Immigration Law Associates
Chicago Lawyer, Attorney: Green Card, H-1B, National Interest Waiver, J-1, Spouse, Fiance, Student Visa, VAWA, Citizenship, Removal, Korean, Polish, Japanese, Spanish

Workplace notices and public access files


Introduction
When foreign nationals come to the U.S. for employment, there is a concern about possible displacement of American workers. This is equally true for temporary employment or for permanent employment leading to a Green Card. To that end, the immigration regulations demand a high level of transparency regarding the hiring of H-1B workers.


Workplace Notices
No more than 30 days before a Labor Condition Application (LCA) is filed on behalf of an H-1B worker, the petitioning employer must post a notice in at least 2 prominent places at each place the employee will work. These notices must be posted for a minimum of 10 consecutive business days. If multiple job sites are listed on the LCA, then postings must be made at all of them, including client sites where applicable.

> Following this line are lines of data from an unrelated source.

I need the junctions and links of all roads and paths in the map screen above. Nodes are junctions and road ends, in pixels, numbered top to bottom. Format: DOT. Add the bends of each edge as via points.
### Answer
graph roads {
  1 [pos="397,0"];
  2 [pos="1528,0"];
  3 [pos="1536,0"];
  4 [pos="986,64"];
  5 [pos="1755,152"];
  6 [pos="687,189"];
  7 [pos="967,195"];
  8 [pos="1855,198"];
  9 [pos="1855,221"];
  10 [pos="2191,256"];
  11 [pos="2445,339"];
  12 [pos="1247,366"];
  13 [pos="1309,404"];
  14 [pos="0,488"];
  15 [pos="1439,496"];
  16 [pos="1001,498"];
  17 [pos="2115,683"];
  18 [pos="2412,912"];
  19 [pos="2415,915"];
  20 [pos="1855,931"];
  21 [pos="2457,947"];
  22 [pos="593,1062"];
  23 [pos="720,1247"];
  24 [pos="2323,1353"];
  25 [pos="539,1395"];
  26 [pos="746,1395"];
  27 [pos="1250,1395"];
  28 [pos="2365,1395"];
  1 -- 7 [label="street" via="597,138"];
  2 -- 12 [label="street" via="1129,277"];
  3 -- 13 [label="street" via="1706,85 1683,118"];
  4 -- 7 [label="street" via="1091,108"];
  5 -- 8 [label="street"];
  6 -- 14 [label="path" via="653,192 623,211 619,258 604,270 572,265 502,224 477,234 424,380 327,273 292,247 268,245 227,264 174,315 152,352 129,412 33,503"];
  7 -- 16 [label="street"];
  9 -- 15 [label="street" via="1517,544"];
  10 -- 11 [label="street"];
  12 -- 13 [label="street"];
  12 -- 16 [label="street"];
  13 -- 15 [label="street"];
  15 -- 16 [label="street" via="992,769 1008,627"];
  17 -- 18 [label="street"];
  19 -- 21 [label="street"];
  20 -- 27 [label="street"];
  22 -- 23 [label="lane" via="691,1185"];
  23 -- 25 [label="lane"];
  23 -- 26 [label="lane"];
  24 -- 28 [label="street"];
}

Postings must include a notice that H-1B employees are being sought, the number of H-1Bs to be hired, the positions they will occupy, the wages offered, the employment period, and the place(s) at which the employees will work. It must also state that the LCA is available for public inspection.


Public Access Files
The law requires employers to maintain a public access file for each H-1B worker and to make it available to any interested or aggrieved party on request. Among other documents, the public access file must include the LCA for the position; a statement about the wage rate to be paid; documentation used to determine the prevailing wage; a detailed explanation of the process used to set the actual wage; copies of posted notices; and a summary of benefits offered to similar U.S. workers in the company.


Onsite Inspections
Worksite inspections by the USCIS Office of Fraud Detection and National Security (FDNS) have become more common in recent years. An FDNS investigator may arrive unannounced at either the employer’s principal place of business or the H-1B employee’s place of work as listed on the H-1B petition. One reason for an inspection is to review the public access files for all H-1B workers. Should any of the requested files be unavailable or incomplete, the employer may incur stiff penalties.